そして、4~7月に大学で行っているこのリーダーシップの授業が、だいぶ佳境を迎えてきております。
私は毎週火曜日に大学1年生と、2年生の各クラスの授業を担当させていただいているのですが、7月の最終発表に向けて、アクセルが踏まれてきている感覚があります。そして思えば、今年は「生成AI」の登場によって、今までとまた進め方が変わってきている最中にいるようにも感じます。

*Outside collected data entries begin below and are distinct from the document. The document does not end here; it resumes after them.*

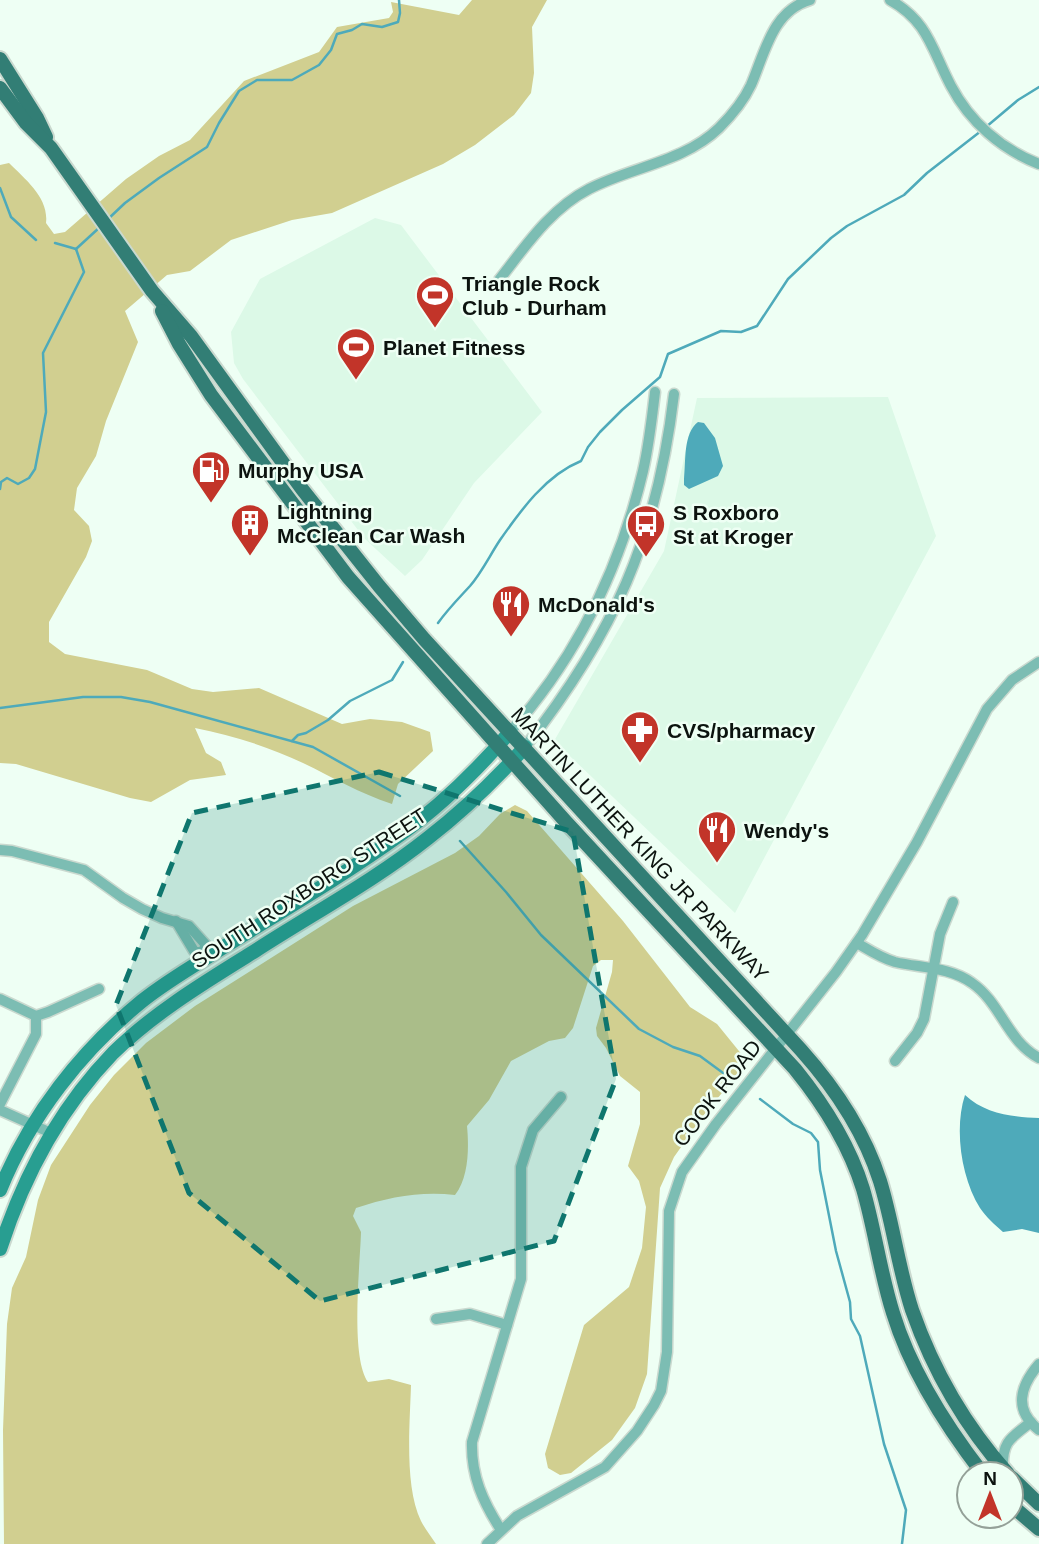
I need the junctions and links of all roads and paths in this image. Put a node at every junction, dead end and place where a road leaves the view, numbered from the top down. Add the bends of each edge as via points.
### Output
1 (810, 0) edge
2 (890, 0) edge
3 (0, 59) edge
4 (0, 88) edge
5 (51, 148) junction
6 (1039, 164) edge
7 (499, 280) dead end
8 (152, 291) junction
9 (656, 392) dead end
10 (674, 394) dead end
11 (1039, 662) edge
12 (510, 732) junction
13 (498, 746) junction
14 (525, 747) junction
15 (512, 762) junction
16 (0, 850) edge
17 (953, 902) dead end
18 (857, 943) junction
19 (204, 955) junction
20 (934, 968) junction
21 (99, 989) dead end
22 (0, 999) edge
23 (36, 1016) junction
24 (787, 1035) junction
25 (776, 1049) junction
26 (1039, 1058) edge
27 (895, 1061) dead end
28 (561, 1097) dead end
29 (0, 1104) edge
30 (0, 1110) edge
31 (33, 1125) junction
32 (51, 1133) junction
33 (0, 1190) edge
34 (0, 1249) edge
35 (436, 1319) dead end
36 (507, 1325) junction
37 (1039, 1364) edge
38 (1035, 1426) edge
39 (980, 1438) junction
40 (1008, 1440) junction
41 (973, 1460) edge
42 (997, 1460) edge
43 (1004, 1460) edge
44 (1025, 1490) edge
45 (1039, 1504) edge
46 (1025, 1517) edge
47 (1039, 1529) edge
48 (501, 1530) junction
49 (486, 1544) edge

1 - 7 street via 777,24 746,94 716,131 683,152 582,192 544,223
2 - 6 street via 916,19 953,89 978,124
3 - 5 main road, MARTIN LUTHER KING JR PARKWAY
4 - 5 main road, MARTIN LUTHER KING JR PARKWAY
5 - 8 main road, MARTIN LUTHER KING JR PARKWAY
8 - 12 main road, MARTIN LUTHER KING JR PARKWAY via 191,336 342,541
8 - 13 main road, MARTIN LUTHER KING JR PARKWAY via 178,344 314,535
9 - 12 street, SOUTH ROXBORO STREET via 632,514 600,597 551,681
10 - 14 street, SOUTH ROXBORO STREET via 654,508 628,582 578,677
11 - 18 street, COOK ROAD via 1012,680 988,709
12 - 13 street, SOUTH ROXBORO STREET
12 - 14 main road, MARTIN LUTHER KING JR PARKWAY
13 - 15 main road, MARTIN LUTHER KING JR PARKWAY
13 - 19 street, SOUTH ROXBORO STREET via 454,791 400,835
14 - 15 street, SOUTH ROXBORO STREET
14 - 24 main road, MARTIN LUTHER KING JR PARKWAY
15 - 25 main road, MARTIN LUTHER KING JR PARKWAY
15 - 32 street, SOUTH ROXBORO STREET via 426,840 154,1017 114,1052
16 - 19 street via 85,870 123,898 176,921 194,951
17 - 20 street via 940,934
18 - 20 street via 889,960
18 - 24 street, COOK ROAD
19 - 31 street, SOUTH ROXBORO STREET via 145,999 86,1054
20 - 26 street via 975,984 1016,1041
20 - 27 street via 922,1026
21 - 23 street
22 - 23 street
23 - 29 street via 36,1034
24 - 25 street, COOK ROAD
24 - 39 main road, MARTIN LUTHER KING JR PARKWAY via 835,1092 869,1152 920,1331 949,1391
25 - 41 main road, MARTIN LUTHER KING JR PARKWAY via 815,1094 843,1139 863,1191 893,1315 909,1355 943,1419
25 - 48 street, COOK ROAD via 688,1163 671,1199 667,1352 654,1405 605,1467
28 - 36 street via 533,1130 522,1167 521,1279
30 - 31 street
31 - 32 street
31 - 33 street, SOUTH ROXBORO STREET
32 - 34 street, SOUTH ROXBORO STREET via 22,1187
35 - 36 street via 470,1314
36 - 48 street via 472,1442 471,1462 479,1492
37 - 38 street via 1027,1378 1022,1397 1023,1408
38 - 40 street
39 - 40 street
39 - 42 main road, MARTIN LUTHER KING JR PARKWAY
40 - 43 street
44 - 45 main road, MARTIN LUTHER KING JR PARKWAY
46 - 47 main road
48 - 49 street, COOK ROAD

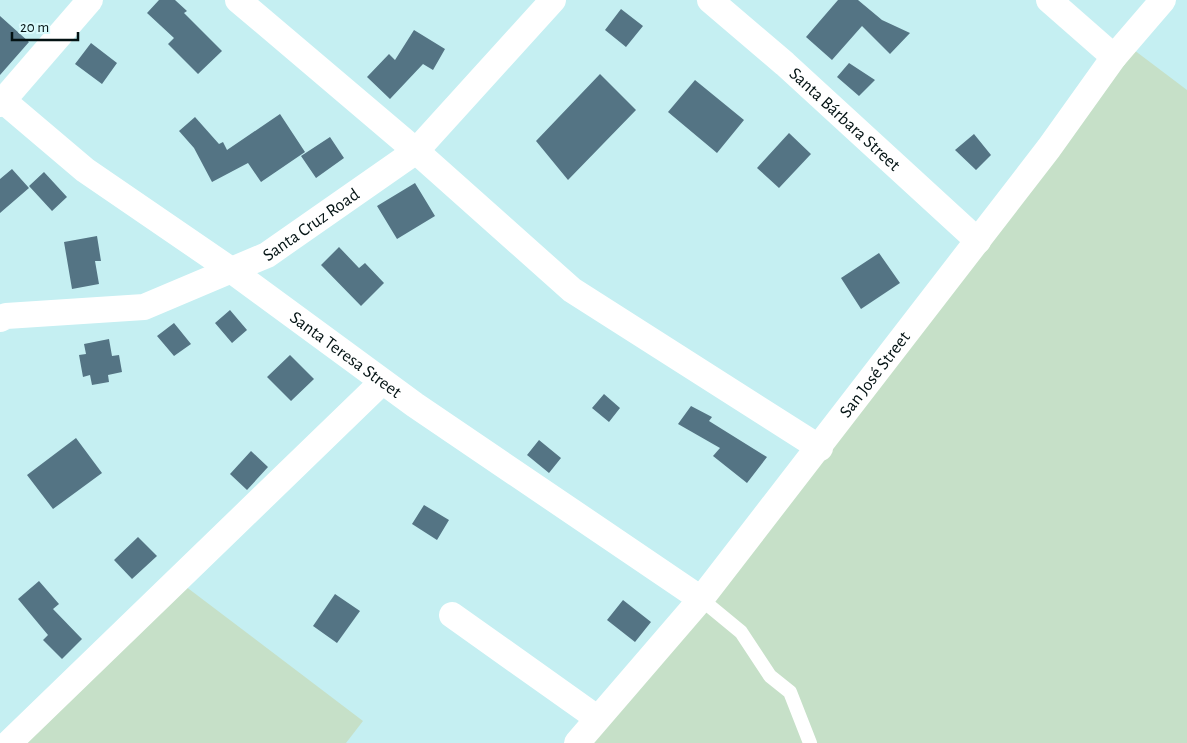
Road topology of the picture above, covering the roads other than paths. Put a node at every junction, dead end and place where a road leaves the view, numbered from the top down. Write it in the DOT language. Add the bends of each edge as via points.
graph roads {
  1 [pos="90,0"];
  2 [pos="238,0"];
  3 [pos="553,0"];
  4 [pos="710,0"];
  5 [pos="1050,0"];
  6 [pos="1163,0"];
  7 [pos="1114,57"];
  8 [pos="1,101"];
  9 [pos="416,151"];
  10 [pos="978,241"];
  11 [pos="231,270"];
  12 [pos="0,319"];
  13 [pos="382,382"];
  14 [pos="820,448"];
  15 [pos="702,599"];
  16 [pos="452,615"];
  17 [pos="597,718"];
  18 [pos="9,743"];
  19 [pos="577,743"];
  20 [pos="810,743"];
  1 -- 8 [label="street"];
  2 -- 9 [label="street"];
  3 -- 9 [label="street, Santa Cruz Road"];
  4 -- 10 [label="street, Santa Bárbara Street" via="785,64"];
  5 -- 7 [label="street"];
  6 -- 7 [label="street, San José Street"];
  7 -- 10 [label="street, San José Street" via="1050,148"];
  8 -- 11 [label="street, Santa Teresa Street" via="85,170"];
  9 -- 11 [label="street, Santa Cruz Road" via="267,255"];
  9 -- 14 [label="street" via="572,290"];
  10 -- 14 [label="street, San José Street"];
  11 -- 12 [label="street, Santa Cruz Road" via="144,307"];
  11 -- 13 [label="street, Santa Teresa Street"];
  13 -- 15 [label="street, Santa Teresa Street"];
  13 -- 18 [label="street"];
  14 -- 15 [label="street, San José Street"];
  15 -- 17 [label="street, San José Street"];
  15 -- 20 [label="lane" via="742,632 770,676 790,692"];
  16 -- 17 [label="street"];
  17 -- 19 [label="street, San José Street"];
}
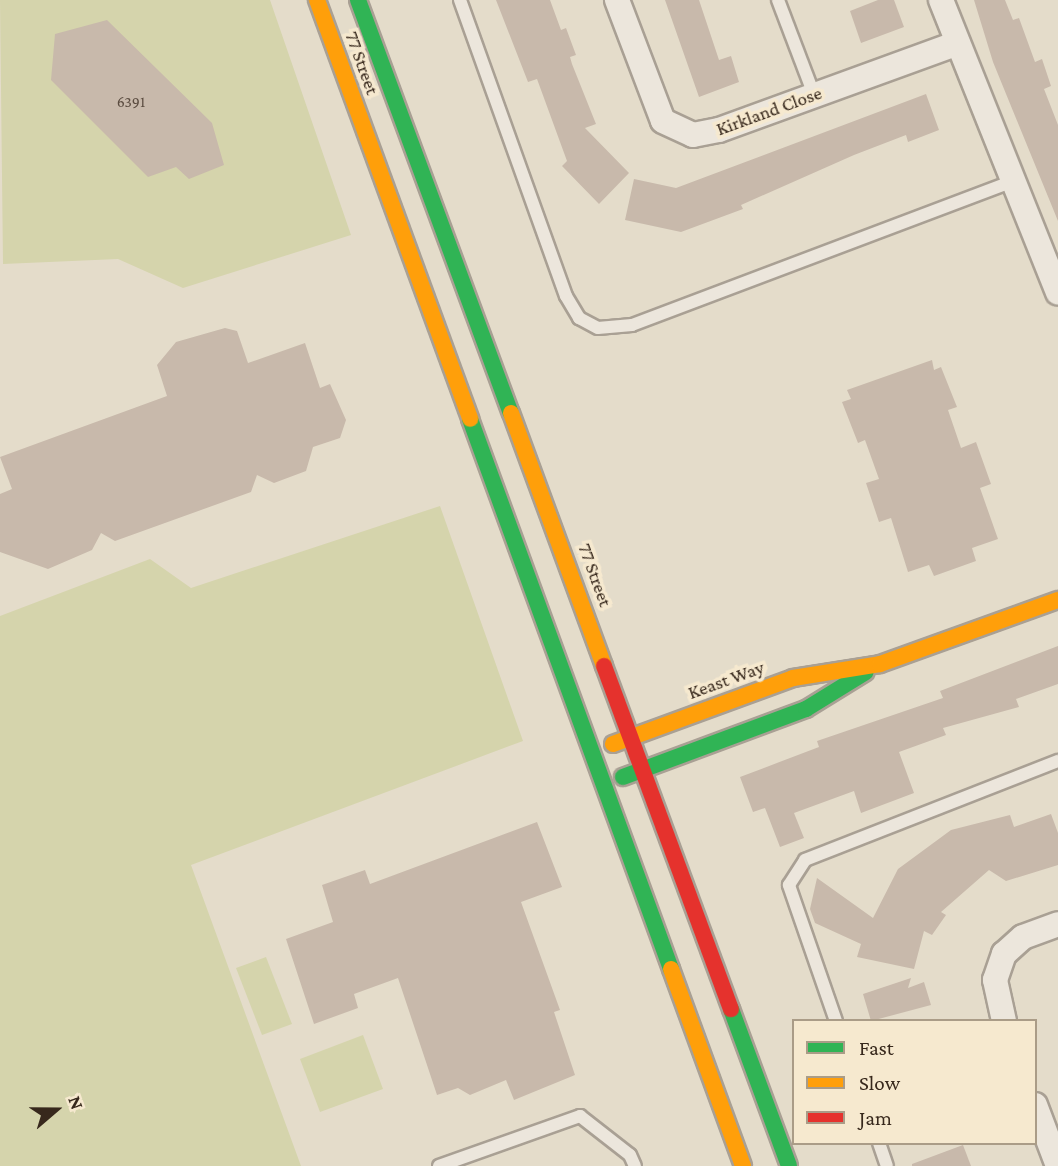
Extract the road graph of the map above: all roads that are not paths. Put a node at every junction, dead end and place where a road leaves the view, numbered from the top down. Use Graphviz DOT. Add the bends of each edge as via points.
graph roads {
  1 [pos="317,0"];
  2 [pos="358,0"];
  3 [pos="460,0"];
  4 [pos="617,0"];
  5 [pos="778,0"];
  6 [pos="941,0"];
  7 [pos="958,43"];
  8 [pos="814,95"];
  9 [pos="1014,181"];
  10 [pos="1058,293"];
  11 [pos="1058,600"];
  12 [pos="880,664"];
  13 [pos="633,736"];
  14 [pos="591,752"];
  15 [pos="1058,761"];
  16 [pos="645,769"];
  17 [pos="603,785"];
  18 [pos="1058,924"];
  19 [pos="835,1019"];
  20 [pos="1004,1019"];
  21 [pos="1037,1110"];
  22 [pos="880,1145"];
  23 [pos="439,1166"];
  24 [pos="635,1166"];
  25 [pos="743,1166"];
  26 [pos="789,1166"];
  27 [pos="887,1166"];
  28 [pos="1058,1166"];
  1 -- 14 [label="main road, 77 Street"];
  2 -- 13 [label="main road, 77 Street"];
  3 -- 9 [label="lane" via="566,296 579,318 598,328 632,326"];
  4 -- 8 [label="street, Kirkland Close" via="656,107 671,128 706,134"];
  5 -- 8 [label="lane"];
  6 -- 7 [label="street"];
  7 -- 8 [label="street, Kirkland Close"];
  7 -- 9 [label="street"];
  9 -- 10 [label="street"];
  11 -- 12 [label="main road, Keast Way"];
  12 -- 13 [label="main road, Keast Way" via="793,678"];
  12 -- 16 [label="main road, Keast Way" via="806,709"];
  13 -- 14 [label="main road, Keast Way"];
  13 -- 16 [label="main road, 77 Street"];
  14 -- 17 [label="main road, 77 Street"];
  15 -- 19 [label="lane" via="805,860 789,886"];
  16 -- 17 [label="main road, Keast Way"];
  16 -- 26 [label="main road, 77 Street"];
  17 -- 25 [label="main road, 77 Street"];
  18 -- 20 [label="street" via="1023,937 1004,954 995,980"];
  21 -- 28 [label="street"];
  22 -- 27 [label="lane"];
  23 -- 24 [label="lane" via="580,1116 630,1155"];
}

今日はこのあたりの大学の授業の話から、個人的に感じること、思うところを共有させていただければと思います。大学の授業のごく一部しか見ていない自分の意見でしかありませんが、ご参考になればと思います。
それでは早速まいりましょう!
■プロジェクト型のリーダーシップ授業とは
大学のビジネスリーダーシップ・プログラムの設計は、「プロジェクト型の学習(PBL)」と呼ばれる形式で進みます。
まず、あるクライアント企業の課題が出されます。そのお題に対して、3ヶ月検討し、プレゼンをする、そして教員らに評価をされ、90ほどあるチームから予選通過、本戦出場が選ばれる。最終的に6組が400名の前でプレゼンする機会が与えられる、というようなイメージ。
ちなみに、協力いただけるクライアント様にも、大学生視点のビジネスのアイデアなど、関わっていただくための価値を提供する必要がありますので、それらも含めて、運営も本気でやりますし、その熱量は学生にも伝わります。タテ・ヨコ・ナナメで刺激を与え合う場の設計が、渦を巻くように、場のエネルギーを高めていきます。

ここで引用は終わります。